Saved data entries:
____________

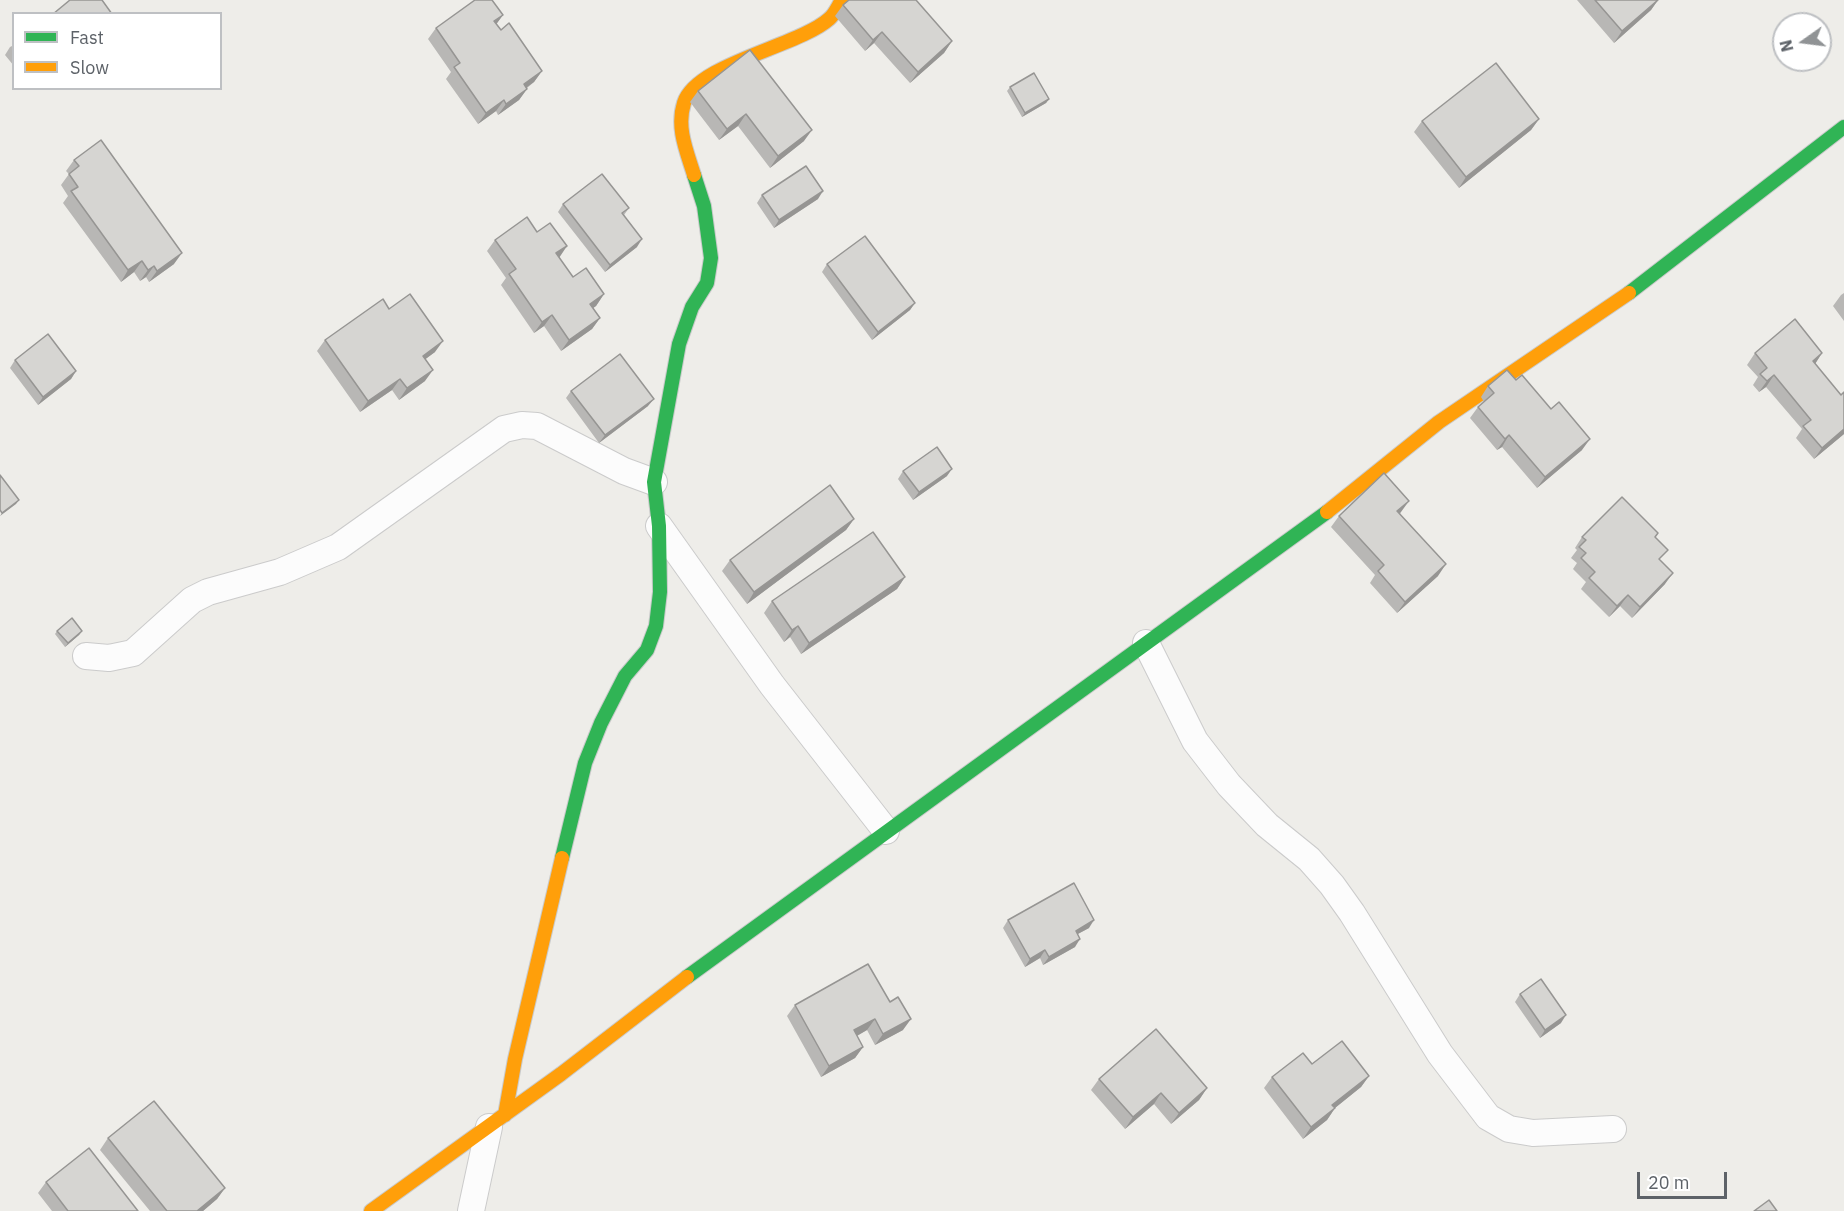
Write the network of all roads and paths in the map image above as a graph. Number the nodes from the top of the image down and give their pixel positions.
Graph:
1 (842, 0) edge
2 (1844, 127) edge
3 (654, 483) junction
4 (659, 526) junction
5 (1146, 643) junction
6 (86, 656) dead end
7 (886, 831) junction
8 (497, 1121) junction
9 (1613, 1129) dead end
10 (371, 1211) edge
11 (471, 1211) edge

1 - 3 street
2 - 5 street
3 - 4 street
3 - 6 street
4 - 7 street
4 - 8 street
5 - 7 street
5 - 9 street
7 - 8 street
8 - 10 street
8 - 11 street

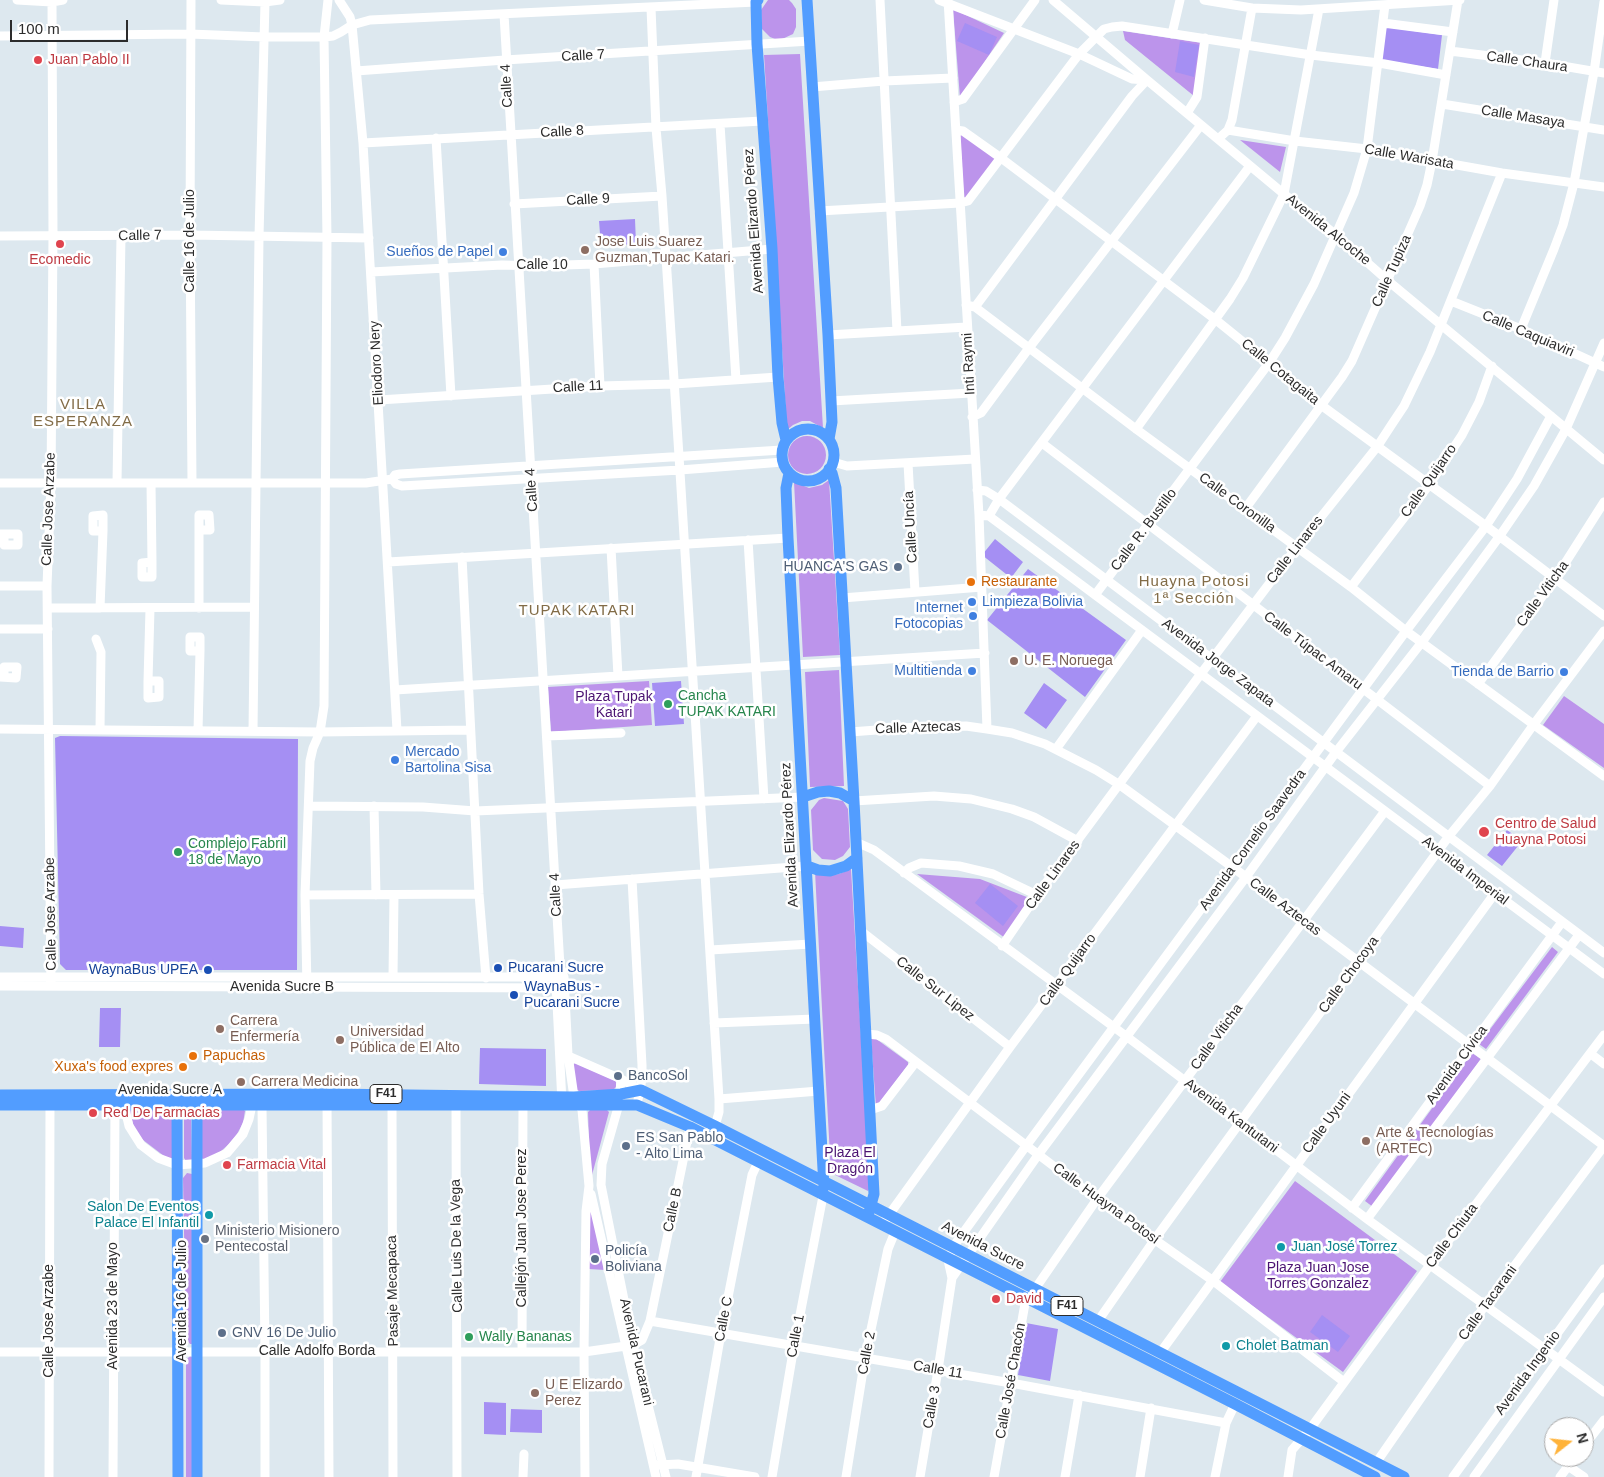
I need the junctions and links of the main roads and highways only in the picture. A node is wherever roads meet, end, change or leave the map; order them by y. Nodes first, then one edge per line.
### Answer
1 (807, 0) edge
2 (757, 1) edge
3 (829, 440) junction
4 (784, 445) junction
5 (831, 466) junction
6 (789, 473) junction
7 (803, 797) junction
8 (854, 801) junction
9 (857, 858) junction
10 (807, 866) junction
11 (0, 1095) edge
12 (620, 1099) junction
13 (177, 1100) junction
14 (197, 1100) junction
15 (327, 1100) junction
16 (562, 1101) junction
17 (0, 1105) edge
18 (824, 1182) junction
19 (823, 1196) junction
20 (872, 1206) junction
21 (867, 1218) junction
22 (1367, 1475) edge
23 (178, 1477) edge
24 (197, 1477) edge
25 (1404, 1477) edge

1 - 3 main road
2 - 4 main road, Avenida Elizardo Pérez
3 - 4 main road
3 - 5 main road
4 - 6 main road
5 - 6 main road
5 - 8 main road
6 - 7 main road, Avenida Elizardo Pérez
7 - 8 main road
7 - 10 main road, Avenida Elizardo Pérez
8 - 9 main road
9 - 10 main road
9 - 20 main road
10 - 18 main road, Avenida Elizardo Pérez
11 - 13 main road, Avenida Sucre A / F41
12 - 16 main road, Avenida Sucre A / F41
12 - 18 main road, Avenida Sucre / F41
12 - 19 main road, Avenida Sucre / F41
13 - 14 main road, Avenida Sucre A / F41
13 - 17 main road, Avenida Sucre A / F41
13 - 23 main road, Avenida 16 de Julio
14 - 15 main road, Avenida Sucre A / F41
14 - 15 main road, Avenida Sucre A / F41
14 - 24 main road, Avenida 16 de Julio
15 - 16 main road, Avenida Sucre A / F41
15 - 16 main road, Avenida Sucre A / F41
18 - 19 main road, Avenida Elizardo Pérez
18 - 20 main road, Avenida Sucre / F41
19 - 21 main road, Avenida Sucre / F41
20 - 21 main road
20 - 25 main road, Avenida Sucre / F41
21 - 22 main road, Avenida Sucre / F41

____________

Problem details:
Identify every line above that includes the word "Elizardo", and show those lines.

Reply:
2 - 4 main road, Avenida Elizardo Pérez
6 - 7 main road, Avenida Elizardo Pérez
7 - 10 main road, Avenida Elizardo Pérez
10 - 18 main road, Avenida Elizardo Pérez
18 - 19 main road, Avenida Elizardo Pérez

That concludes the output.